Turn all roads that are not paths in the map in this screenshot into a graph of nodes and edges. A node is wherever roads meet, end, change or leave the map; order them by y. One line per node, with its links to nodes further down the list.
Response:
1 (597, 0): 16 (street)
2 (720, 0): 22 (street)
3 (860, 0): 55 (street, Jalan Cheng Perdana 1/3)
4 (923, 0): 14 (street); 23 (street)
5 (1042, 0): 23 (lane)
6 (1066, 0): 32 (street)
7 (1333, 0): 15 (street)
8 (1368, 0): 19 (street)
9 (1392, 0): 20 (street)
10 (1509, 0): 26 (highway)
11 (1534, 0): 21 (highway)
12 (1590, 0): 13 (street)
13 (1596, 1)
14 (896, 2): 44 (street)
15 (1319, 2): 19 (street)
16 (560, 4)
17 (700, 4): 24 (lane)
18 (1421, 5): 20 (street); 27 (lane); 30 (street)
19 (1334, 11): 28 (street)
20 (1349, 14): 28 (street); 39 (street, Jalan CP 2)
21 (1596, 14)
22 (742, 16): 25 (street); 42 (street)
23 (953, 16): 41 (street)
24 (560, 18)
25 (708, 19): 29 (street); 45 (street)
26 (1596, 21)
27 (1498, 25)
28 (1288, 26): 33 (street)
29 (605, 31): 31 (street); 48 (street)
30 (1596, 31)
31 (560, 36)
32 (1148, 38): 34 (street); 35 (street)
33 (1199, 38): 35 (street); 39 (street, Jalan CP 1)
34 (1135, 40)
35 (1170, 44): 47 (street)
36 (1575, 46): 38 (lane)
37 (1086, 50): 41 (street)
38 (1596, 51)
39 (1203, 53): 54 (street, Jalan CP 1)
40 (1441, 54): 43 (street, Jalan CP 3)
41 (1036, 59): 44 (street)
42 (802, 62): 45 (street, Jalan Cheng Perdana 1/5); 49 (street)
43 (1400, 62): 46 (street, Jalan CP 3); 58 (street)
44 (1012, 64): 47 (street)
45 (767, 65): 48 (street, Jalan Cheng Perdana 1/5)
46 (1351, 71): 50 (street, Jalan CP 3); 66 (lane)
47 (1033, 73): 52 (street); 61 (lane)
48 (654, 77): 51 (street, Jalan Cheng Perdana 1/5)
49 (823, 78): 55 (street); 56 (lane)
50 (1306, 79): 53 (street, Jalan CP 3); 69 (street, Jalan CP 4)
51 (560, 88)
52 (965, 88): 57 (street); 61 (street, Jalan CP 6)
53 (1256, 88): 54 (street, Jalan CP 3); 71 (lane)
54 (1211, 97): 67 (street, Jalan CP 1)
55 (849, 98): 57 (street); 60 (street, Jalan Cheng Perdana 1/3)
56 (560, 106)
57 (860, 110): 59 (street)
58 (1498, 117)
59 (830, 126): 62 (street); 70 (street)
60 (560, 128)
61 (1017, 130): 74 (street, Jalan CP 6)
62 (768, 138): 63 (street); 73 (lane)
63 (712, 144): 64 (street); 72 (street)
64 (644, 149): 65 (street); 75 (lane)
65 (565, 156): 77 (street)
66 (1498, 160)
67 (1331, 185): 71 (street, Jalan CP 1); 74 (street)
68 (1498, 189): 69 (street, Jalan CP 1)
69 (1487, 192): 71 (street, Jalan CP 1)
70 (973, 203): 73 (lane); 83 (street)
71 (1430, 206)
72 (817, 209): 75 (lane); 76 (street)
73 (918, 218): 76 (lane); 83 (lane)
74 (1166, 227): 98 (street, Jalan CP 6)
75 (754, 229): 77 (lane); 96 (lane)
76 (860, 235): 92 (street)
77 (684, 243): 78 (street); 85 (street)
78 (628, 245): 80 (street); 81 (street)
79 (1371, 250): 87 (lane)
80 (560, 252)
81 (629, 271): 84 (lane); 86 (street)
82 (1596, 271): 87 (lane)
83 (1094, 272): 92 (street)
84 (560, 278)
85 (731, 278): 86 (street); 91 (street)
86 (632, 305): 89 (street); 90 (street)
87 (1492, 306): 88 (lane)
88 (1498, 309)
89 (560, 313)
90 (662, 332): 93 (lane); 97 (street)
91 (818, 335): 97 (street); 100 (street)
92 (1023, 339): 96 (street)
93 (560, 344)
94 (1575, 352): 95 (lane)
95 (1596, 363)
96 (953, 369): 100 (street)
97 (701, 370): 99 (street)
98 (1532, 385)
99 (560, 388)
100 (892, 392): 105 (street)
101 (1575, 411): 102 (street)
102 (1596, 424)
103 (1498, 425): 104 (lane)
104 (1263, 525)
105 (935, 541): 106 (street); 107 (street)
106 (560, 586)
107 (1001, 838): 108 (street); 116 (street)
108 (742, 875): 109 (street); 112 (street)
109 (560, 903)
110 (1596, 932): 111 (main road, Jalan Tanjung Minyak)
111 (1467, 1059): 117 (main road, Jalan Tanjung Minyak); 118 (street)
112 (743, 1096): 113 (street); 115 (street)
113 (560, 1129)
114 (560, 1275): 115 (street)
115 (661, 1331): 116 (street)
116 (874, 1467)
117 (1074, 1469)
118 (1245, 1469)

-------------------------

About this task: Output the entries exactly.

Written answer:
Turn all roads that are not paths in the map in this screenshot into a graph of nodes and edges. A node is wherever roads meet, end, change or leave the map; order them by y. One line per node, with its links to nodes further down the list.
Response:
1 (597, 0): 16 (street)
2 (720, 0): 22 (street)
3 (860, 0): 55 (street, Jalan Cheng Perdana 1/3)
4 (923, 0): 14 (street); 23 (street)
5 (1042, 0): 23 (lane)
6 (1066, 0): 32 (street)
7 (1333, 0): 15 (street)
8 (1368, 0): 19 (street)
9 (1392, 0): 20 (street)
10 (1509, 0): 26 (highway)
11 (1534, 0): 21 (highway)
12 (1590, 0): 13 (street)
13 (1596, 1)
14 (896, 2): 44 (street)
15 (1319, 2): 19 (street)
16 (560, 4)
17 (700, 4): 24 (lane)
18 (1421, 5): 20 (street); 27 (lane); 30 (street)
19 (1334, 11): 28 (street)
20 (1349, 14): 28 (street); 39 (street, Jalan CP 2)
21 (1596, 14)
22 (742, 16): 25 (street); 42 (street)
23 (953, 16): 41 (street)
24 (560, 18)
25 (708, 19): 29 (street); 45 (street)
26 (1596, 21)
27 (1498, 25)
28 (1288, 26): 33 (street)
29 (605, 31): 31 (street); 48 (street)
30 (1596, 31)
31 (560, 36)
32 (1148, 38): 34 (street); 35 (street)
33 (1199, 38): 35 (street); 39 (street, Jalan CP 1)
34 (1135, 40)
35 (1170, 44): 47 (street)
36 (1575, 46): 38 (lane)
37 (1086, 50): 41 (street)
38 (1596, 51)
39 (1203, 53): 54 (street, Jalan CP 1)
40 (1441, 54): 43 (street, Jalan CP 3)
41 (1036, 59): 44 (street)
42 (802, 62): 45 (street, Jalan Cheng Perdana 1/5); 49 (street)
43 (1400, 62): 46 (street, Jalan CP 3); 58 (street)
44 (1012, 64): 47 (street)
45 (767, 65): 48 (street, Jalan Cheng Perdana 1/5)
46 (1351, 71): 50 (street, Jalan CP 3); 66 (lane)
47 (1033, 73): 52 (street); 61 (lane)
48 (654, 77): 51 (street, Jalan Cheng Perdana 1/5)
49 (823, 78): 55 (street); 56 (lane)
50 (1306, 79): 53 (street, Jalan CP 3); 69 (street, Jalan CP 4)
51 (560, 88)
52 (965, 88): 57 (street); 61 (street, Jalan CP 6)
53 (1256, 88): 54 (street, Jalan CP 3); 71 (lane)
54 (1211, 97): 67 (street, Jalan CP 1)
55 (849, 98): 57 (street); 60 (street, Jalan Cheng Perdana 1/3)
56 (560, 106)
57 (860, 110): 59 (street)
58 (1498, 117)
59 (830, 126): 62 (street); 70 (street)
60 (560, 128)
61 (1017, 130): 74 (street, Jalan CP 6)
62 (768, 138): 63 (street); 73 (lane)
63 (712, 144): 64 (street); 72 (street)
64 (644, 149): 65 (street); 75 (lane)
65 (565, 156): 77 (street)
66 (1498, 160)
67 (1331, 185): 71 (street, Jalan CP 1); 74 (street)
68 (1498, 189): 69 (street, Jalan CP 1)
69 (1487, 192): 71 (street, Jalan CP 1)
70 (973, 203): 73 (lane); 83 (street)
71 (1430, 206)
72 (817, 209): 75 (lane); 76 (street)
73 (918, 218): 76 (lane); 83 (lane)
74 (1166, 227): 98 (street, Jalan CP 6)
75 (754, 229): 77 (lane); 96 (lane)
76 (860, 235): 92 (street)
77 (684, 243): 78 (street); 85 (street)
78 (628, 245): 80 (street); 81 (street)
79 (1371, 250): 87 (lane)
80 (560, 252)
81 (629, 271): 84 (lane); 86 (street)
82 (1596, 271): 87 (lane)
83 (1094, 272): 92 (street)
84 (560, 278)
85 (731, 278): 86 (street); 91 (street)
86 (632, 305): 89 (street); 90 (street)
87 (1492, 306): 88 (lane)
88 (1498, 309)
89 (560, 313)
90 (662, 332): 93 (lane); 97 (street)
91 (818, 335): 97 (street); 100 (street)
92 (1023, 339): 96 (street)
93 (560, 344)
94 (1575, 352): 95 (lane)
95 (1596, 363)
96 (953, 369): 100 (street)
97 (701, 370): 99 (street)
98 (1532, 385)
99 (560, 388)
100 (892, 392): 105 (street)
101 (1575, 411): 102 (street)
102 (1596, 424)
103 (1498, 425): 104 (lane)
104 (1263, 525)
105 (935, 541): 106 (street); 107 (street)
106 (560, 586)
107 (1001, 838): 108 (street); 116 (street)
108 (742, 875): 109 (street); 112 (street)
109 (560, 903)
110 (1596, 932): 111 (main road, Jalan Tanjung Minyak)
111 (1467, 1059): 117 (main road, Jalan Tanjung Minyak); 118 (street)
112 (743, 1096): 113 (street); 115 (street)
113 (560, 1129)
114 (560, 1275): 115 (street)
115 (661, 1331): 116 (street)
116 (874, 1467)
117 (1074, 1469)
118 (1245, 1469)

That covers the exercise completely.